Work required
Your result should be every line of the records below that contains the word "Avenida".

(Collected data)
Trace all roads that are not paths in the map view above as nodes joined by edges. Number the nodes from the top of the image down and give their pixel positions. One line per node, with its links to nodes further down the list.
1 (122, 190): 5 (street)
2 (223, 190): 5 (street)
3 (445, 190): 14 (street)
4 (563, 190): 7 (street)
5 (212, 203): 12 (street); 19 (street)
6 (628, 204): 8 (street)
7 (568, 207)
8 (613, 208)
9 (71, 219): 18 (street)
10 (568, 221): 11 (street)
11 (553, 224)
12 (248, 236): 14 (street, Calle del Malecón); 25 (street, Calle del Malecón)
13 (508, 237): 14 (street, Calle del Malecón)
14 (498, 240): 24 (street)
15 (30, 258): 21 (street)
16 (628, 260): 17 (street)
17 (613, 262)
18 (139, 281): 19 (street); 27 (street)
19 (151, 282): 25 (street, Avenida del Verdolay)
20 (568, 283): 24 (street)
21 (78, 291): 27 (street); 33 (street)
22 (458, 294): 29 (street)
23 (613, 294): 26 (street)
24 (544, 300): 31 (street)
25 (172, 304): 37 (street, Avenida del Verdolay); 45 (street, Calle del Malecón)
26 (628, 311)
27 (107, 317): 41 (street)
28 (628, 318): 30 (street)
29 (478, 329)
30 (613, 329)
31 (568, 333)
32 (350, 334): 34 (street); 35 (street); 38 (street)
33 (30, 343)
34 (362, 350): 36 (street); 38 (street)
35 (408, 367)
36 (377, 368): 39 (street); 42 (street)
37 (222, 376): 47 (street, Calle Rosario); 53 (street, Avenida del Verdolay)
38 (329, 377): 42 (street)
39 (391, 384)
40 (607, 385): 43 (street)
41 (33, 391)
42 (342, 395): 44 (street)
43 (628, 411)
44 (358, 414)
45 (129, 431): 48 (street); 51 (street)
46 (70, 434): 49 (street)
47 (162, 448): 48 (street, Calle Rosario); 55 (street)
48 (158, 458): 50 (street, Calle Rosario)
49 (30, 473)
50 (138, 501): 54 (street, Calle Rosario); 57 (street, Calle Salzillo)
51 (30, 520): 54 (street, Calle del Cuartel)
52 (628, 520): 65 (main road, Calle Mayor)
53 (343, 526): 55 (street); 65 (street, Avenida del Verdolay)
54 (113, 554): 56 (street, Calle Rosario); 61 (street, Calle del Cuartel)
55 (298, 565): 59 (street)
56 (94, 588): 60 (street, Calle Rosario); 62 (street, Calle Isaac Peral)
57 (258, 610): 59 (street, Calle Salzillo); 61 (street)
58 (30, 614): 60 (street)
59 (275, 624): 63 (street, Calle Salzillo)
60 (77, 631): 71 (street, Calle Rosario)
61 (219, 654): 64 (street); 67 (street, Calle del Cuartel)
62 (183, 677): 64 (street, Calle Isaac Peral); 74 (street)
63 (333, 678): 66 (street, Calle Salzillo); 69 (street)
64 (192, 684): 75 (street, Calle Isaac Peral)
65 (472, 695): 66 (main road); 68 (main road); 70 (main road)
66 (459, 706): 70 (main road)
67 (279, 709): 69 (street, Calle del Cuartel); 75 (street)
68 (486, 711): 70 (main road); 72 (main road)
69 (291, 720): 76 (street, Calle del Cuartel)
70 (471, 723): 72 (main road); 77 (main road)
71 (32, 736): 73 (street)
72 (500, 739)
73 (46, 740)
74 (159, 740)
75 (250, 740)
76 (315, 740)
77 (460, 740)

Task output
19 (151, 282): 25 (street, Avenida del Verdolay)
25 (172, 304): 37 (street, Avenida del Verdolay); 45 (street, Calle del Malecón)
37 (222, 376): 47 (street, Calle Rosario); 53 (street, Avenida del Verdolay)
53 (343, 526): 55 (street); 65 (street, Avenida del Verdolay)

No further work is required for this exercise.